(Task item): Provide the data again exactly, including every line that follows.

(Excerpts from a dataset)
┌────────

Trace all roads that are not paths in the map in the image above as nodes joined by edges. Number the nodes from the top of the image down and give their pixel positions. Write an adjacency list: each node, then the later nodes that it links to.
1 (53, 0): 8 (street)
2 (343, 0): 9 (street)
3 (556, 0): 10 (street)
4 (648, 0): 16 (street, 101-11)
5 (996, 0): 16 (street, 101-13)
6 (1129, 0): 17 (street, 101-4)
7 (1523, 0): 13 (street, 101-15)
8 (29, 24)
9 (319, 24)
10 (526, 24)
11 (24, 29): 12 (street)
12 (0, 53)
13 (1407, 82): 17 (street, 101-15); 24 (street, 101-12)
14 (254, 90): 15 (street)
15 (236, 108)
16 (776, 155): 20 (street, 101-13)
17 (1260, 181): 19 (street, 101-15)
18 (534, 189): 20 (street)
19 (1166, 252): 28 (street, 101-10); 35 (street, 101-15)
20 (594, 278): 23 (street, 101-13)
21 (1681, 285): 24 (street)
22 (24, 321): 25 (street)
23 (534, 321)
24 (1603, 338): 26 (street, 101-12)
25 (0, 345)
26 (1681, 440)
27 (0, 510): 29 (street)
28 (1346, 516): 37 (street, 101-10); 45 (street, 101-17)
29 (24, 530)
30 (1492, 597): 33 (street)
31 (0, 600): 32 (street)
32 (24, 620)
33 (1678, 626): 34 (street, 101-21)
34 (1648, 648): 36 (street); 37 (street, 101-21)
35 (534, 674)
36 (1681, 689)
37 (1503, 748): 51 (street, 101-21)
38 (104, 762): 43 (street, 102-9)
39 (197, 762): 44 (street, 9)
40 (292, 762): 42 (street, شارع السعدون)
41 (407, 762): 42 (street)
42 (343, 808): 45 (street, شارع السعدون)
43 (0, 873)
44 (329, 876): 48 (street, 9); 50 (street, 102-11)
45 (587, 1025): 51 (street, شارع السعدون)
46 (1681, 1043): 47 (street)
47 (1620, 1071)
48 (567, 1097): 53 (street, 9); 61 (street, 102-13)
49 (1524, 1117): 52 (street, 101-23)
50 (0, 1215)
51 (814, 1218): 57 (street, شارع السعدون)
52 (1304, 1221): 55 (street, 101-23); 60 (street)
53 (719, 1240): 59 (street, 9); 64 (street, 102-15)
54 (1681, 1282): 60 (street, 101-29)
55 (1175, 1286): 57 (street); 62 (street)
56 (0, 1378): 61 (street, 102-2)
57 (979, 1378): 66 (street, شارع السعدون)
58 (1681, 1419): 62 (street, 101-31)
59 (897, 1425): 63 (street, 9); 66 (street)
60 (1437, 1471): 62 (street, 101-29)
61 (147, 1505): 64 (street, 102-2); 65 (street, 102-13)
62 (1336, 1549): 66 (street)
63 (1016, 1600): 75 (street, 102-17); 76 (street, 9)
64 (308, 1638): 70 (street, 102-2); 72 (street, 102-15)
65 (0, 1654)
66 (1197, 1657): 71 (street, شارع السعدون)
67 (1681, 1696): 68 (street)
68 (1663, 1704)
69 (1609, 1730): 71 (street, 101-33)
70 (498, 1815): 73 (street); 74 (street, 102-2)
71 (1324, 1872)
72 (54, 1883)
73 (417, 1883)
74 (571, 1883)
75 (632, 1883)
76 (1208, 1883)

└────────

(Problem solution):
Trace all roads that are not paths in the map in the image above as nodes joined by edges. Number the nodes from the top of the image down and give their pixel positions. Write an adjacency list: each node, then the later nodes that it links to.
1 (53, 0): 8 (street)
2 (343, 0): 9 (street)
3 (556, 0): 10 (street)
4 (648, 0): 16 (street, 101-11)
5 (996, 0): 16 (street, 101-13)
6 (1129, 0): 17 (street, 101-4)
7 (1523, 0): 13 (street, 101-15)
8 (29, 24)
9 (319, 24)
10 (526, 24)
11 (24, 29): 12 (street)
12 (0, 53)
13 (1407, 82): 17 (street, 101-15); 24 (street, 101-12)
14 (254, 90): 15 (street)
15 (236, 108)
16 (776, 155): 20 (street, 101-13)
17 (1260, 181): 19 (street, 101-15)
18 (534, 189): 20 (street)
19 (1166, 252): 28 (street, 101-10); 35 (street, 101-15)
20 (594, 278): 23 (street, 101-13)
21 (1681, 285): 24 (street)
22 (24, 321): 25 (street)
23 (534, 321)
24 (1603, 338): 26 (street, 101-12)
25 (0, 345)
26 (1681, 440)
27 (0, 510): 29 (street)
28 (1346, 516): 37 (street, 101-10); 45 (street, 101-17)
29 (24, 530)
30 (1492, 597): 33 (street)
31 (0, 600): 32 (street)
32 (24, 620)
33 (1678, 626): 34 (street, 101-21)
34 (1648, 648): 36 (street); 37 (street, 101-21)
35 (534, 674)
36 (1681, 689)
37 (1503, 748): 51 (street, 101-21)
38 (104, 762): 43 (street, 102-9)
39 (197, 762): 44 (street, 9)
40 (292, 762): 42 (street, شارع السعدون)
41 (407, 762): 42 (street)
42 (343, 808): 45 (street, شارع السعدون)
43 (0, 873)
44 (329, 876): 48 (street, 9); 50 (street, 102-11)
45 (587, 1025): 51 (street, شارع السعدون)
46 (1681, 1043): 47 (street)
47 (1620, 1071)
48 (567, 1097): 53 (street, 9); 61 (street, 102-13)
49 (1524, 1117): 52 (street, 101-23)
50 (0, 1215)
51 (814, 1218): 57 (street, شارع السعدون)
52 (1304, 1221): 55 (street, 101-23); 60 (street)
53 (719, 1240): 59 (street, 9); 64 (street, 102-15)
54 (1681, 1282): 60 (street, 101-29)
55 (1175, 1286): 57 (street); 62 (street)
56 (0, 1378): 61 (street, 102-2)
57 (979, 1378): 66 (street, شارع السعدون)
58 (1681, 1419): 62 (street, 101-31)
59 (897, 1425): 63 (street, 9); 66 (street)
60 (1437, 1471): 62 (street, 101-29)
61 (147, 1505): 64 (street, 102-2); 65 (street, 102-13)
62 (1336, 1549): 66 (street)
63 (1016, 1600): 75 (street, 102-17); 76 (street, 9)
64 (308, 1638): 70 (street, 102-2); 72 (street, 102-15)
65 (0, 1654)
66 (1197, 1657): 71 (street, شارع السعدون)
67 (1681, 1696): 68 (street)
68 (1663, 1704)
69 (1609, 1730): 71 (street, 101-33)
70 (498, 1815): 73 (street); 74 (street, 102-2)
71 (1324, 1872)
72 (54, 1883)
73 (417, 1883)
74 (571, 1883)
75 (632, 1883)
76 (1208, 1883)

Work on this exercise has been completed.